1966 год щедр и на новые произведения Володи. Он пишет на мои слова патриотическую песню «Отчизна
моя» для ансамбля «Буковинка». Она прозвучала перед черновчанами в начале весны. Про нее пишет
Б. Кулиниченко в статье, напечатанной 26 марта 1966 года в областной газете «Советская
Буковина»: «В этом году он (ансамбль «Буковинка» — М. И.)
выступает с новой эстрадной песней, написанной Владимиром Ивасюком на слова своего отца — писателя
Михаила Ивасюка, и снова заслуженный успех».
К этой песне Володя возвратится немного позже, когда будет работать на заводе «Легмаш».
В десятом классе он создает песни «Колыбельная для Оксаночки» и «Лесные колокольчики». Он очень любит своих сестричек Галинку и Оксаночку, всячески угождает им, неразлучен с ними. Оксаночке он потакает во всем, приносит ей гостинцы, рассказывает химерные и смешные сказки и пишет наконец-то «Колыбельную для Оксаночки», которую мы любим в семье и часто поем.
Из моего дневника, 7 апреля 1966 г.
«Володя приехал в Черновцы, побыл со мной до вечера. Говорили с ним обо всем на свете.

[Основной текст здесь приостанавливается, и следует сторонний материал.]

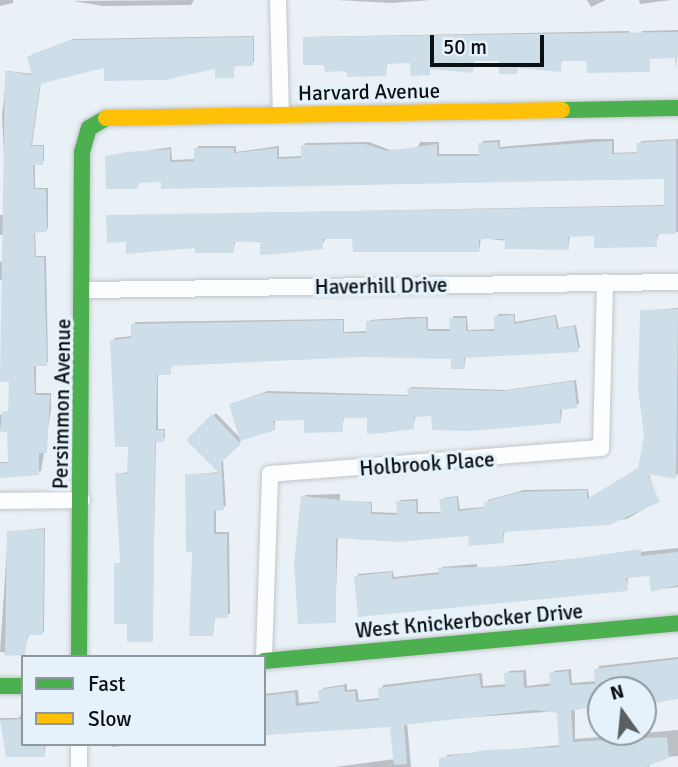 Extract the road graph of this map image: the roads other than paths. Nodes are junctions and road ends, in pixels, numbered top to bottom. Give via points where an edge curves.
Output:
1 (278, 0) edge
2 (678, 108) edge
3 (281, 114) junction
4 (82, 152) joint
5 (605, 282) junction
6 (678, 282) edge
7 (84, 290) junction
8 (82, 500) junction
9 (0, 501) edge
10 (678, 623) edge
11 (79, 655) edge
12 (264, 655) edge
13 (266, 659) edge
14 (0, 686) edge
15 (21, 686) edge
16 (79, 746) edge
17 (79, 767) edge

1 - 3 street
2 - 3 street, Harvard Avenue
3 - 4 street, Harvard Avenue via 108,117 89,128
4 - 7 street, Persimmon Avenue
5 - 6 street, Haverhill Drive
5 - 7 street, Haverhill Drive
5 - 12 street, Holbrook Place via 601,448 270,474
7 - 8 street, Persimmon Avenue
8 - 9 street
8 - 11 street, Persimmon Avenue
10 - 13 street, West Knickerbocker Drive
14 - 15 street
16 - 17 street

Он сказал, что у него есть желание пойти на курсы шоферов и мотоциклистов — ведь современный человек должен разбираться во всех видах бытовой техники. Я одобрительно отнесся к его желанию. Он охотно рассказал о своих успехах в учебе, учителях и работе с ансамблем «Буковинка». Сказал также, что хочет написать для него новую песню, но, к сожалению, не имеет стихов, которые бы его удовлетворили. Я дал ему вырезку из газеты «Литературная Украина» со стихом «Отлетали журавли» Виктора Миколайчука. Стихотворение небольшое, но стоит того, чтобы стать песней. Нужно только его доделать, дописать несколько строф. Володя спросил, имеет ли он право вмешиваться в текст чужого стиха. Я ему ответил, что он может по-своему отредактировать стих так, как того требует мелодия. Виктор Миколайчук еще молодой поэт, наверное, делает первые шаги в литературе. Если песня окажется хорошей, и люди будут ее петь, то можно будет разыскать его и послать ему песенный вариант. Его реакция будет положительная. Может даже начаться творческая дружба между молодым поэтом и молодым композитором. Володя согласился со мною. Он был в прекрасном настроении. Вечером провел меня до факультета и подался на автобусную станцию. Наполнил меня теплом, радостью».
* * *
— Добрый день, — поздоровался Леонид Михайлович, заходя в наш двор, где мы сидим с Володей и разговариваем. — Извините, что приехал в воскресенье, во время отдыха. — Мы пожали друг другу руки, а Володя освободил для него стул. Но Румянцев стоит, как скромный юноша, и, смотря на колодец, говорит:
— Сначала бы напиться водички… На улице такая жара, что спасу нет.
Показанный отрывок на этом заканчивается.